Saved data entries
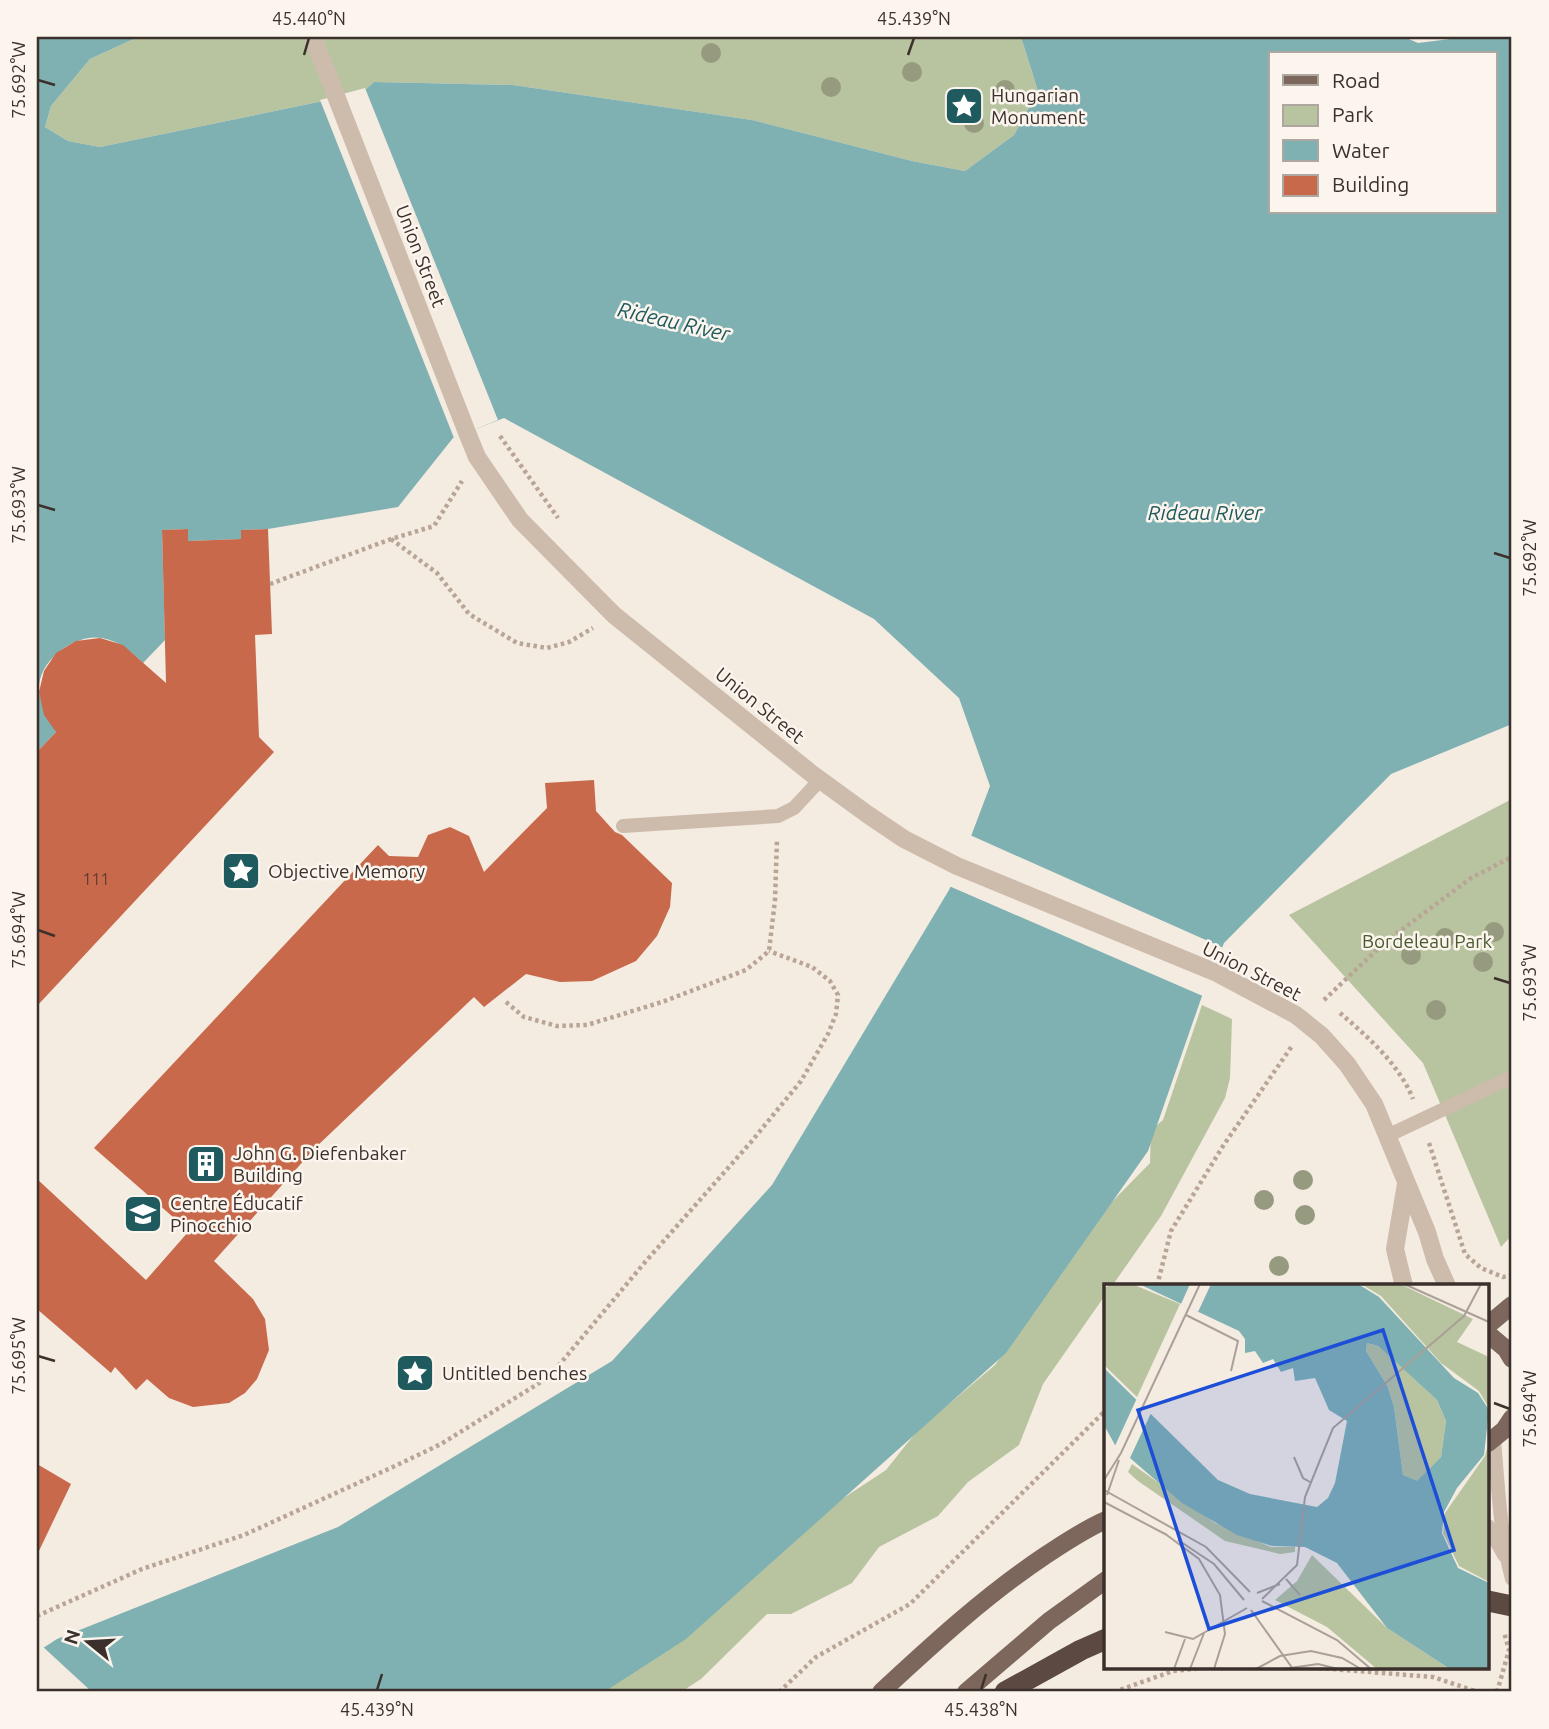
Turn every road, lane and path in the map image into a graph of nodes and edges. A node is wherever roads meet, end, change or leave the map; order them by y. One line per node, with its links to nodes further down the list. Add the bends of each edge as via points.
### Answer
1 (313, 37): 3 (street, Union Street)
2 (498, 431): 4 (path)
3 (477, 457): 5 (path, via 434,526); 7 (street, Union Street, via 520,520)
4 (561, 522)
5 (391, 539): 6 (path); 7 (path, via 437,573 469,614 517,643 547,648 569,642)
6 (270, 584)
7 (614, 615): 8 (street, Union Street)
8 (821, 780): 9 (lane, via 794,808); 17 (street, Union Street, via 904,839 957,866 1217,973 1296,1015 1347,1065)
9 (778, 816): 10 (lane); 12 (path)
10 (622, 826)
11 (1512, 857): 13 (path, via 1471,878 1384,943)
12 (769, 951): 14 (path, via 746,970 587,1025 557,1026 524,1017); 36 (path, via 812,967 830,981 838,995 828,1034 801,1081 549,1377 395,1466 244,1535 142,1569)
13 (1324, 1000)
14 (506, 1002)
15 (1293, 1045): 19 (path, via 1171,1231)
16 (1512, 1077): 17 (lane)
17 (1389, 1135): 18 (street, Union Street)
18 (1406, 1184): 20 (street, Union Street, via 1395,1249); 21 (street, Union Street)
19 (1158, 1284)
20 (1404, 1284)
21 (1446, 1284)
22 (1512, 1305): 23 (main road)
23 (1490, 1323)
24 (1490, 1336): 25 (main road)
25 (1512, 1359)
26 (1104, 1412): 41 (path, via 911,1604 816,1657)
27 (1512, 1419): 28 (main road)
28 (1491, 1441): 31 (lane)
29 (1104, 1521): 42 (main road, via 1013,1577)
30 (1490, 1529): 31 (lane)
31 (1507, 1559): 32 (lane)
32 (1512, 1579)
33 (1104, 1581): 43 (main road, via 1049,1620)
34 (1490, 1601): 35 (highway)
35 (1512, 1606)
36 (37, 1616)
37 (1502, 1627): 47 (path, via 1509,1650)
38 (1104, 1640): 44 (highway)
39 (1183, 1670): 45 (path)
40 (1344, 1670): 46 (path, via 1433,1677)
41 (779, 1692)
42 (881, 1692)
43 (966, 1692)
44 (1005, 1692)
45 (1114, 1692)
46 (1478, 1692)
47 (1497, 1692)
--
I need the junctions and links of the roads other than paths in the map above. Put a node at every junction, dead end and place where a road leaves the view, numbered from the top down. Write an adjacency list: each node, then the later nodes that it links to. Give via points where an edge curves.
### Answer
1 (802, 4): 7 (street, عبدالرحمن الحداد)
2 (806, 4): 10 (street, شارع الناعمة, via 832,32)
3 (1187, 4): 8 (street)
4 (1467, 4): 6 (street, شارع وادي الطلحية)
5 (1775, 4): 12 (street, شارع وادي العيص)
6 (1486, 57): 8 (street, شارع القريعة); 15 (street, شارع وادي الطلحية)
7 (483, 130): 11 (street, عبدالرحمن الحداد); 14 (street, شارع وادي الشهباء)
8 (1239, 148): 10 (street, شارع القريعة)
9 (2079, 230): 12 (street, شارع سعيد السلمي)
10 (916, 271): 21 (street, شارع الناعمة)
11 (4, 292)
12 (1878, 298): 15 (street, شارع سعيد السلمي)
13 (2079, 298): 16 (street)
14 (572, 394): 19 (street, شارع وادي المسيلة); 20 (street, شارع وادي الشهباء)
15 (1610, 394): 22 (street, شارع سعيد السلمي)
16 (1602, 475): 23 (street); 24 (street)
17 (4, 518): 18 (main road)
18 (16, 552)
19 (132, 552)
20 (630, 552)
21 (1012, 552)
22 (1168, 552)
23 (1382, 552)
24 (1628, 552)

Work item:
Of all the lines in the data, count those that contain "each" and give that figure with nothing else.

Written reply:
2